I wish the only album that it's on would come down in price a bit - I've been after it for ages.


----------



## Guest

Nice work on a nice album


----------



## musicrom

Interestingly, Schnittke appears to not be a huge fan of his own Septet.



> "I'm sorry, but I'm loath to listen to my work," the Russian composer Alfred Schnittke declared in 1981, preventing a scheduled performance of his Septet. "It's a terrible composition."


----------



## starthrower

Strange piece that septet is. I wouldn't have guessed Schnittke.


----------



## elgar's ghost

musicrom said:


> Interestingly, Schnittke appears to not be a huge fan of his own Septet.


But he didn't think it so terrible as to suppress it altogether, presumably heh heh... He may consider it a minor or substandard effort but I think he's being a bit hard on himself. As Starthrower says, it doesn't sound like typical Schnittke on first acquaintance but it's still interesting enough. Besides, I want that Chandos album for two of the other works as well.


----------



## dzc4627

yes yes they mentioned that at the performance! ahah. go figure


----------



## starthrower

elgars ghost said:


> But he didn't think it so terrible as to suppress it altogether, presumably heh heh... He may consider it a minor or substandard effort but I think he's being a bit hard on himself. As Starthrower says, it doesn't sound like typical Schnittke on first acquaintance but it's still interesting enough. Besides, I want that Chandos album for two of the other works as well.


The music of the septet was odd at the beginning, but there is a lot of beauty in the piece as a whole. Another piece on that Chandos CD entitled In Memoriam, is also available on a Sony CD which also includes the second cello concerto.


----------



## elgar's ghost

starthrower said:


> The music of the septet was odd at the beginning, but there is a lot of beauty in the piece as a whole. Another piece on that Chandos CD entitled In Memoriam, is also available on a Sony CD which also includes the second cello concerto.


Yes, I've got that Sony disc. It's an excellent coupling. In Memoriam... is a powerful orchestration of the Piano Quintet but I still favour the latter, probably because I've been hearing it for much longer.


----------



## Vaneyes

FWIW I did a *cursory* search for the Chandos *Schnittke* Septet CD, which is OOP. This was the premier recording of the Septet, and to this day, may be the only recording of.

Via Amazon US Marketplace, a very good condition CD is available for $9.99. However, postage to the UK would be $14.95. $24.94 total, or 16.37 GBP.

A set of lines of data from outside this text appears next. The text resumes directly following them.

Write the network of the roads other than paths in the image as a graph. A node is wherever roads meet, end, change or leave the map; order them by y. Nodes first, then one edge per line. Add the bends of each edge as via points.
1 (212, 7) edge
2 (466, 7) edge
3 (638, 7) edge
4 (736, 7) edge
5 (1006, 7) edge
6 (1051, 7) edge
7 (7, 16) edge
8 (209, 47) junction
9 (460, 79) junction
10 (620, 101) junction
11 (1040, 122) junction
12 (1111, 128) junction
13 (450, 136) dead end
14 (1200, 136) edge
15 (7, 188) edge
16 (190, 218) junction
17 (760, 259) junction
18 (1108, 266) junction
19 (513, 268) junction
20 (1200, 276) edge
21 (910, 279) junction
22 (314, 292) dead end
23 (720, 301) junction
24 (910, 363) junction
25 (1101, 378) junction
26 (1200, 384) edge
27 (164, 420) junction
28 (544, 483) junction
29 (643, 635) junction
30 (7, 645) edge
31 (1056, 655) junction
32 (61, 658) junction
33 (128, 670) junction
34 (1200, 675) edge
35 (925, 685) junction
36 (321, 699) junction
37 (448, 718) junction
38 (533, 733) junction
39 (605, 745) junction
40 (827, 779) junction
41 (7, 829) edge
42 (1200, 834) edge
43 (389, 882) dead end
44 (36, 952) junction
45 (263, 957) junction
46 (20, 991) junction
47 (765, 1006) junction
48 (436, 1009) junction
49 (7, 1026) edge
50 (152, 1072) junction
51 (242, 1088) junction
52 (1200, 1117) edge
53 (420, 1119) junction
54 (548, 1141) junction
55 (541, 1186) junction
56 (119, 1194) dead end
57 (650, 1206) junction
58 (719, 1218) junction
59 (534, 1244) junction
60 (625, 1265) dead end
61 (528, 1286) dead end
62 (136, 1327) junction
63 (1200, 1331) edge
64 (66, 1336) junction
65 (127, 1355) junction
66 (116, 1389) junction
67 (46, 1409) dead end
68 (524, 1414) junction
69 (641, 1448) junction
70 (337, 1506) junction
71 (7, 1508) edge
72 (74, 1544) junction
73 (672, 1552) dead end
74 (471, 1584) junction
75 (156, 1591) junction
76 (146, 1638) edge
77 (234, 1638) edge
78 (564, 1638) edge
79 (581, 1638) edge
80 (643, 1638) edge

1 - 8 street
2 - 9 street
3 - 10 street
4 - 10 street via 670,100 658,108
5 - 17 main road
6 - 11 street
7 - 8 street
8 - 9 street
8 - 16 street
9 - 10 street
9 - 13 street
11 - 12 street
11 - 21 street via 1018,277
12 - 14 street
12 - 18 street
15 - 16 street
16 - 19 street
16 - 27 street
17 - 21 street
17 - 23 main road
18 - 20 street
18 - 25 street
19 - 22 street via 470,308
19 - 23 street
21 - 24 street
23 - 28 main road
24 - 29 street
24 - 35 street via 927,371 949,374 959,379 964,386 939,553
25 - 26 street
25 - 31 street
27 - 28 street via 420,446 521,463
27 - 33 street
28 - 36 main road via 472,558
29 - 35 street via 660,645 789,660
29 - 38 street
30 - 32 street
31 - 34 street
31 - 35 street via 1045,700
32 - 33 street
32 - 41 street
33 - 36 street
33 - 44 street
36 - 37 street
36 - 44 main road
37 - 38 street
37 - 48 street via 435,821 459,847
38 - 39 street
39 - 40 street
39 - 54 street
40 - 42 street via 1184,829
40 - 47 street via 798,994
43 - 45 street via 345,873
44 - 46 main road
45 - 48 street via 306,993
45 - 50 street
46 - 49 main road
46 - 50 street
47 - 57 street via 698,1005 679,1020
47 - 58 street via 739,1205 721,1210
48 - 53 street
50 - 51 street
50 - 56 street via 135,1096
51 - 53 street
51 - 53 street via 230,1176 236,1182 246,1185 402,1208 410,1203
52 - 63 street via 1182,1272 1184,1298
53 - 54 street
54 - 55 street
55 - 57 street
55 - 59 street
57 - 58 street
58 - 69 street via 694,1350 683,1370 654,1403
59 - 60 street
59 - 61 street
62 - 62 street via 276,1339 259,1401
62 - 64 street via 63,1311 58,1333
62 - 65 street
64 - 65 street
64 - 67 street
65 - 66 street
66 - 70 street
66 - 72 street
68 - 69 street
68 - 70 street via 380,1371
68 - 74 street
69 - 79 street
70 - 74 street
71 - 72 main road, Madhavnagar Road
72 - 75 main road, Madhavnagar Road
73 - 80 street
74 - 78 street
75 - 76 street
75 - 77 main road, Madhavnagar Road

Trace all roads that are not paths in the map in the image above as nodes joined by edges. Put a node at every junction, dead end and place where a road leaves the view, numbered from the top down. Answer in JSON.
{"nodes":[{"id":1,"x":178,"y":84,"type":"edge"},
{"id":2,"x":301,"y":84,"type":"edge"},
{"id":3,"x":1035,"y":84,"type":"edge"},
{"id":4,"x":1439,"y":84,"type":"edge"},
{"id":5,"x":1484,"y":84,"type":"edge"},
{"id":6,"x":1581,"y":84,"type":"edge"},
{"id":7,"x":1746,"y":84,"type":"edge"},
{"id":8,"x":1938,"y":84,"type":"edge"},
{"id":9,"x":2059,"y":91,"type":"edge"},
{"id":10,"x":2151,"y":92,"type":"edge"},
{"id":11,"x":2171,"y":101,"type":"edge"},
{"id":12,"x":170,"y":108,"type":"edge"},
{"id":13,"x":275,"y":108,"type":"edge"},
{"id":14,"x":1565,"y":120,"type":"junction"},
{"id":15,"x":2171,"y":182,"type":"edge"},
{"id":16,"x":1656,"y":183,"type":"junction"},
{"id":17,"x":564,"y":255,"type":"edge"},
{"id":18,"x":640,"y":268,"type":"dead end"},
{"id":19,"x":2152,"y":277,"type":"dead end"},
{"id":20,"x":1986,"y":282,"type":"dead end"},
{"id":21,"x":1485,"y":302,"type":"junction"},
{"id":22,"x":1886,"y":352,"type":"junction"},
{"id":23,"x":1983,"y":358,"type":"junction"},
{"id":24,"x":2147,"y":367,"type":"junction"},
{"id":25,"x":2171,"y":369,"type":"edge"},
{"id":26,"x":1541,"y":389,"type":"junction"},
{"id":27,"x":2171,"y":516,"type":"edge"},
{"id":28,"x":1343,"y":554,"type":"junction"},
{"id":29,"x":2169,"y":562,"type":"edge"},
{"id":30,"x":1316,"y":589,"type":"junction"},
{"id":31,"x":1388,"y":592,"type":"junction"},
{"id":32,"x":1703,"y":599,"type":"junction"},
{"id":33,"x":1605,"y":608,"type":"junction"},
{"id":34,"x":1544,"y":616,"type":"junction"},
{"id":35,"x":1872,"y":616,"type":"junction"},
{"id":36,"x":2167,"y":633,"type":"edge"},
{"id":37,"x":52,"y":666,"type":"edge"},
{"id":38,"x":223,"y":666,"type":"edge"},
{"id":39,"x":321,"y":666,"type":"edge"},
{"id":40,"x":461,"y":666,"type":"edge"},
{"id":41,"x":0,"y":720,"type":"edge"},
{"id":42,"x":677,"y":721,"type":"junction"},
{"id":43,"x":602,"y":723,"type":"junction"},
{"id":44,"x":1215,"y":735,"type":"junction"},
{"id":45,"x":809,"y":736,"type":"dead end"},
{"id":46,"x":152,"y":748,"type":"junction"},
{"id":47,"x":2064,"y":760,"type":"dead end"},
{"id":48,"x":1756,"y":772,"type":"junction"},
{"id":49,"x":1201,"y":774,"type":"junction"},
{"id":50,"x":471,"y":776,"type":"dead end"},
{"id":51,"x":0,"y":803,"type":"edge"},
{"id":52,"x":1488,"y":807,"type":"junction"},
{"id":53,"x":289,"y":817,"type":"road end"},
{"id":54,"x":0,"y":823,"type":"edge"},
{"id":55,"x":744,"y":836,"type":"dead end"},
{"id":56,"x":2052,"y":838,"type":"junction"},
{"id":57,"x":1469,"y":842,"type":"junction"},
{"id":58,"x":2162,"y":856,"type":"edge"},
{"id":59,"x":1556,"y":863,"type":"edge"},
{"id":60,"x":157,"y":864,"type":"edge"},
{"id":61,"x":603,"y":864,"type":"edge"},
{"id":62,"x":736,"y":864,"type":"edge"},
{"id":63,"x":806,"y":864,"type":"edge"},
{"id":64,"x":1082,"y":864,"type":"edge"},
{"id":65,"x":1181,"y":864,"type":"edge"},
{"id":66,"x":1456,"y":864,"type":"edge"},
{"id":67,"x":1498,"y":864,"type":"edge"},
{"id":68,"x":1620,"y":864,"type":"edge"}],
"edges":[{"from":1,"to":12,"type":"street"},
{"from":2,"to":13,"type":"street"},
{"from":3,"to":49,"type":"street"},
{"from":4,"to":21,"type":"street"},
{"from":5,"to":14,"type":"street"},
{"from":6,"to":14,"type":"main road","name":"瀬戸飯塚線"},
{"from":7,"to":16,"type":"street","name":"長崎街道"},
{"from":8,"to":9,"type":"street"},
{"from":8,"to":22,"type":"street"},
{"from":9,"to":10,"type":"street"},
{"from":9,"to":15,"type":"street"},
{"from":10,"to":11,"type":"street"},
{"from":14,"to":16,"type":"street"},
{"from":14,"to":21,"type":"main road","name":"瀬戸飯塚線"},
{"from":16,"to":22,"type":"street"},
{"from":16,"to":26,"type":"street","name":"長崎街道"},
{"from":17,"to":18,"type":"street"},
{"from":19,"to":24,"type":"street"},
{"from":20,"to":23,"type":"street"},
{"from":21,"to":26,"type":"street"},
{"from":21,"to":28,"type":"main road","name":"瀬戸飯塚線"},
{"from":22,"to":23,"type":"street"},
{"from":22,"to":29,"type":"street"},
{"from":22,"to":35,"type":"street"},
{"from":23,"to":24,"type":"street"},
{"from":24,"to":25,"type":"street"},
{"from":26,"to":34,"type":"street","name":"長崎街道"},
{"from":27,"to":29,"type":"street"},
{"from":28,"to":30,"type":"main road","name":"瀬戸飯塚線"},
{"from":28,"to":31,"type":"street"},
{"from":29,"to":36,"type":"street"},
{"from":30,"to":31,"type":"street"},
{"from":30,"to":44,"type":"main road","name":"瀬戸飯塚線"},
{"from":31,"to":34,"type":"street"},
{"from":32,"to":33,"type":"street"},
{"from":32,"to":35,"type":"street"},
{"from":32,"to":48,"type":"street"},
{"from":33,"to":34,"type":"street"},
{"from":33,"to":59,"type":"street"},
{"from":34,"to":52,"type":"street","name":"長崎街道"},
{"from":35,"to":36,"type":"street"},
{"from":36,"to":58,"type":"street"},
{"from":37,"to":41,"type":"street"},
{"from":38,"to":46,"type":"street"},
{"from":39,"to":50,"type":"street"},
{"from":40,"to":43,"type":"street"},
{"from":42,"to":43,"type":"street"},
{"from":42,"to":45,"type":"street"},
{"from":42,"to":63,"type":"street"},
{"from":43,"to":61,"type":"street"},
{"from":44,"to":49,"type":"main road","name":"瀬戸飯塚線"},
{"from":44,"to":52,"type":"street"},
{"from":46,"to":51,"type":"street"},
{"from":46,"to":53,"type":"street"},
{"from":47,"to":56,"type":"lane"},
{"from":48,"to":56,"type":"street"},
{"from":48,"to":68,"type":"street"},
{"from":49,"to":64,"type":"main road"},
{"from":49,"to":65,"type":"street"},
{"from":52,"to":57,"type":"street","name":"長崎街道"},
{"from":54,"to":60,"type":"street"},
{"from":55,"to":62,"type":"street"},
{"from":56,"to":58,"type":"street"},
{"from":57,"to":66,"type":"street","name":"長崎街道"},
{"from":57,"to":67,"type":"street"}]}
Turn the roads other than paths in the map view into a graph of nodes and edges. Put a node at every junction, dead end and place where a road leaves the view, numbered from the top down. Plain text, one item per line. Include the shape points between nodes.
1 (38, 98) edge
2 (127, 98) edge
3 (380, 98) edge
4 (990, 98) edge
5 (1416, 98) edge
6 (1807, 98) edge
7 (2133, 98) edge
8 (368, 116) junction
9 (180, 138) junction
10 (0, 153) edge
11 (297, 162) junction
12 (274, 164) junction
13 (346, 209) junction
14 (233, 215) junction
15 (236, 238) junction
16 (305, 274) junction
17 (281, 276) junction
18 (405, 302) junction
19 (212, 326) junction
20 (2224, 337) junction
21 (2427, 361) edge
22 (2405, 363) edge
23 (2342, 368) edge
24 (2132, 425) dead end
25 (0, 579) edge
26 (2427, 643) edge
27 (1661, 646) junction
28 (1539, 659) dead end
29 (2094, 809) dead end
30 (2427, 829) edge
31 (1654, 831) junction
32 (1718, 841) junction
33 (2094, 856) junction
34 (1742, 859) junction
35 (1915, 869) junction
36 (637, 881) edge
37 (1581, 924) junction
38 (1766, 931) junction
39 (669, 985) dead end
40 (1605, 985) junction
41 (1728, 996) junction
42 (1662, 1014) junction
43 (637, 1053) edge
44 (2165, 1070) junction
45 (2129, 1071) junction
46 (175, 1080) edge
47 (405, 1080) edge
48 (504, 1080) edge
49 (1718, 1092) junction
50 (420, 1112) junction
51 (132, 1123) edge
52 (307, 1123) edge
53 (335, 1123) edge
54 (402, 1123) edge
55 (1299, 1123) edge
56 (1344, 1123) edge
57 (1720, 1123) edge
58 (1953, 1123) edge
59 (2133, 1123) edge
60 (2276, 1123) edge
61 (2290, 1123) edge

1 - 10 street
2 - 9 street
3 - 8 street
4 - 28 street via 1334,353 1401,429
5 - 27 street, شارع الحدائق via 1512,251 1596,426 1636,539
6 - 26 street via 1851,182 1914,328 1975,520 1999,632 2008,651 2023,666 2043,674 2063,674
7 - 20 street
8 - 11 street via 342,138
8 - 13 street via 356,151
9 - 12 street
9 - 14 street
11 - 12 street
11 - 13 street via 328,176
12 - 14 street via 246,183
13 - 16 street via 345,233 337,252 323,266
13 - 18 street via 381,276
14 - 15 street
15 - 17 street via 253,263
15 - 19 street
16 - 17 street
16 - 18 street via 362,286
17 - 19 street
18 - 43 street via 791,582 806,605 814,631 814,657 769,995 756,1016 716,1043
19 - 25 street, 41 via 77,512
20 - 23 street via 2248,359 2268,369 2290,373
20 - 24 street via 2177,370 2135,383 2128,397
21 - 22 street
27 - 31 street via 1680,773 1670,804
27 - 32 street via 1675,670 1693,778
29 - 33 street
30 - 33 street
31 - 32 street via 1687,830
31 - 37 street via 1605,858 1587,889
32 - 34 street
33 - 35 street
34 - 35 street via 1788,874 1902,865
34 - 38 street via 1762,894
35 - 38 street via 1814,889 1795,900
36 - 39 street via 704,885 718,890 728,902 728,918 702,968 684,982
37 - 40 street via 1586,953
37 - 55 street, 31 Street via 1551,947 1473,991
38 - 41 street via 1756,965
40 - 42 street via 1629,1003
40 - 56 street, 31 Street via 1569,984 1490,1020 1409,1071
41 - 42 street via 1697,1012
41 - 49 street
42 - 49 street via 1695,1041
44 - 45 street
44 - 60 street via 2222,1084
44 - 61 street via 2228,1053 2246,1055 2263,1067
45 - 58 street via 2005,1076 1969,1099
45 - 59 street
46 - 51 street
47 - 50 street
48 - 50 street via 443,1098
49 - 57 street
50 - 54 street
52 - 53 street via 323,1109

Another option is via Chandos Archive. For 13.25 GBP a CDR is made of it. Postage is .99 GBP. Total 14.24 GBP. :tiphat:


----------



## elgar's ghost

Vaneyes said:


> FWIW I did a *cursory* search for the Chandos *Schnittke* Septet CD, which is OOP. This was the premier recording of the Septet, and to this day, may be the only recording of.
> 
> Via Amazon US Marketplace, a very good condition CD is available for $9.99. However, postage to the UK would be $14.95. $24.94 total, or 16.37 GBP.
> 
> Another option is via Chandos Archive. For 13.25 GBP a CDR is made of it. Postage is .99 GBP. Total 14.24 GBP. :tiphat:


Thanks, V - good of you to look.


----------



## dzc4627

oh they also performed in memoriam at that concert, pretty cool as the second violinist was playing from behind the seating area.


----------



## MoonlightSonata

Do I sense the presence of another Schnittke-lover?


----------



## dzc4627

really? where? O:


----------



## Lord Lance

dzc4627, thank you for pointing this Septet out. After enjoying some of his symphonies, this septet should prove to be intriguing.


----------